Reputation: 373
I want to pivot a column and then rank the data from the pivoted column. Here is sample data:
| id | objective | metric | score |
|----|-----------|-------------|-------|
| 1 | Sales | Total Sales | 10 |
| 1 | Marketing | Total Reach | 4 |
| 2 | Sales | Total Sales | 2 |
| 2 | Marketing | Total Reach | 11 |
| 3 | Sales | Total Sales | 9 |
This would be my expected output after pivot + rank:
| id | Sales | Marketing |
|----|--------|-----------|
| 1 | 1 | 2 |
| 2 | 3 | 1 |
| 3 | 2 | 3 |
The ranking is based on sum(score) from each objective. An objective can have also have multiple metrics but that isn't included in the sample for simplicity.
I have been able to successfully pivot and count the scores like so:
pivot = (
spark.table('scoring_table')
.select('id', 'objective', 'metric', 'score')
.groupBy('id')
.pivot('objective')
.agg(
sf.sum('score').alias('score')
)
This then lets me see the total score per objective, but I'm unsure how to rank these. I have tried the following after aggregation:
.withColumn('rank', rank().over(Window.partitionBy('id', 'objective').orderBy(sf.col('score').desc())))
However objective
is no longer callable from this point as it has been pivoted. I then tried this instead:
.withColumn('rank', rank().over(Window.partitionBy('id', 'Sales', 'Marketing').orderBy(sf.col('score').desc())))
But also the score
column is no longer available.
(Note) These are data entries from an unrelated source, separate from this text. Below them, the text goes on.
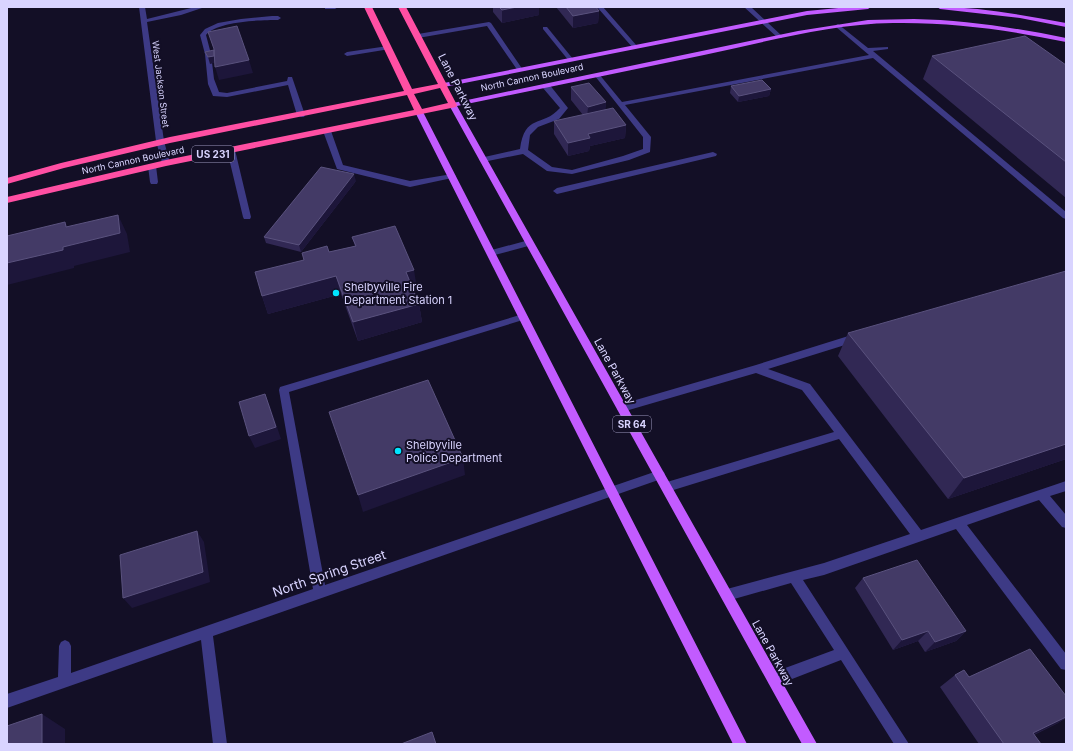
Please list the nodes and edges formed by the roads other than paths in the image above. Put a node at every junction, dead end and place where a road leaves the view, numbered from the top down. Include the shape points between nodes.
1 (142, 7) edge
2 (202, 7) edge
3 (335, 7) edge
4 (368, 7) edge
5 (402, 7) edge
6 (600, 7) edge
7 (747, 7) edge
8 (868, 7) edge
9 (940, 7) edge
10 (327, 8) dead end
11 (278, 18) dead end
12 (144, 21) junction
13 (762, 21) junction
14 (1066, 25) edge
15 (838, 26) junction
16 (545, 28) dead end
17 (418, 36) junction
18 (780, 37) junction
19 (1066, 40) edge
20 (635, 47) junction
21 (388, 48) junction
22 (886, 48) dead end
23 (867, 50) junction
24 (347, 54) dead end
25 (874, 56) junction
26 (571, 60) junction
27 (520, 70) junction
28 (597, 75) junction
29 (444, 86) junction
30 (546, 86) junction
31 (410, 93) junction
32 (621, 104) junction
33 (453, 105) junction
34 (419, 112) junction
35 (301, 115) junction
36 (327, 131) junction
37 (160, 141) junction
38 (231, 150) junction
39 (524, 151) junction
40 (713, 154) dead end
41 (483, 160) junction
42 (166, 163) junction
43 (152, 166) junction
44 (452, 176) junction
45 (7, 181) edge
46 (154, 182) dead end
47 (557, 191) dead end
48 (7, 200) edge
49 (1066, 216) edge
50 (247, 217) dead end
51 (529, 243) junction
52 (490, 252) junction
53 (523, 317) junction
54 (865, 335) edge
55 (756, 369) junction
56 (622, 408) junction
57 (842, 434) junction
58 (660, 475) junction
59 (1066, 486) edge
60 (667, 487) junction
61 (611, 491) junction
62 (1042, 495) junction
63 (1066, 523) edge
64 (959, 524) junction
65 (919, 537) junction
66 (794, 577) junction
67 (320, 592) junction
68 (727, 595) junction
69 (206, 632) junction
70 (65, 646) dead end
71 (844, 653) junction
72 (1066, 664) edge
73 (774, 680) junction
74 (64, 681) junction
75 (7, 701) edge
76 (220, 744) edge
77 (740, 744) edge
78 (810, 744) edge
79 (902, 744) edge

1 - 12 street, West Jackson Street
2 - 12 street
3 - 10 street
4 - 21 highway
5 - 17 highway, Lane Parkway
6 - 20 street
7 - 13 street
8 - 13 main road, North Cannon Boulevard via 807,12
9 - 14 main road via 1020,16
11 - 35 street via 266,17 215,26 206,30 203,35 209,55 210,79 216,94 227,95 290,80
12 - 37 street, West Jackson Street
13 - 18 street
13 - 20 main road, North Cannon Boulevard
15 - 18 main road, North Cannon Boulevard
15 - 19 main road, North Cannon Boulevard via 893,21 963,23 1026,31
15 - 23 street
16 - 26 street
17 - 27 street via 489,24
17 - 29 highway, Lane Parkway
18 - 28 main road, North Cannon Boulevard
20 - 26 main road, North Cannon Boulevard
21 - 24 street
21 - 31 highway
22 - 23 street
23 - 25 street
25 - 32 street
25 - 49 street
26 - 27 main road, North Cannon Boulevard
27 - 29 main road, North Cannon Boulevard
28 - 30 main road, North Cannon Boulevard
28 - 32 street
29 - 31 highway, North Cannon Boulevard
29 - 33 highway, Lane Parkway
30 - 33 main road, North Cannon Boulevard
30 - 39 street via 564,108 556,117 535,125 526,135
31 - 34 highway
31 - 35 highway, North Cannon Boulevard / US 231
32 - 39 street via 647,137 647,150 572,172 550,168
33 - 34 highway, North Cannon Boulevard / US 231
33 - 41 main road, Lane Parkway / SR 64
34 - 36 highway, North Cannon Boulevard / US 231
34 - 44 main road
35 - 37 highway, North Cannon Boulevard / US 231
36 - 38 highway, North Cannon Boulevard / US 231
36 - 44 street via 340,167 410,184
37 - 42 street, West Jackson Street
37 - 45 highway, North Cannon Boulevard / US 231 via 59,165
38 - 42 highway, North Cannon Boulevard / US 231
38 - 50 street
39 - 41 street
40 - 47 street
41 - 51 main road, Lane Parkway / SR 64
42 - 43 highway, North Cannon Boulevard / US 231
43 - 46 street
43 - 48 highway, North Cannon Boulevard / US 231
44 - 52 main road
51 - 52 street
51 - 56 main road, Lane Parkway / SR 64
52 - 53 main road
53 - 61 main road
53 - 67 street via 284,390
54 - 55 street
55 - 56 street
55 - 57 street via 806,387
56 - 58 main road, Lane Parkway / SR 64
57 - 60 street
57 - 65 street
58 - 60 main road, Lane Parkway / SR 64
58 - 61 street, North Spring Street
59 - 62 street
60 - 68 main road, Lane Parkway / SR 64
61 - 67 street, North Spring Street
61 - 77 main road
62 - 63 street
62 - 64 street
64 - 65 street
64 - 72 street
65 - 66 street
66 - 68 street
66 - 71 street
67 - 69 street, North Spring Street
68 - 73 main road, Lane Parkway / SR 64
69 - 74 street, North Spring Street
69 - 76 street
70 - 74 street
71 - 73 street
71 - 79 street
73 - 78 main road, Lane Parkway / SR 64
74 - 75 street, North Spring Street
How can I rank these scores after pivoting the data?
Upvotes: 1
Views: 159
Reputation: 42352
You just need to order by the score after pivot:
from pyspark.sql import functions as F, Window
df2 = df.groupBy('id').pivot('objective').agg(F.sum('score')).fillna(0)
df3 = df2.select(
'id',
*[F.rank().over(Window.orderBy(F.desc(c))).alias(c) for c in df2.columns[1:]]
)
df3.show()
+---+---------+-----+
| id|Marketing|Sales|
+---+---------+-----+
| 2| 1| 3|
| 1| 2| 1|
| 3| 3| 2|
+---+---------+-----+
Upvotes: 1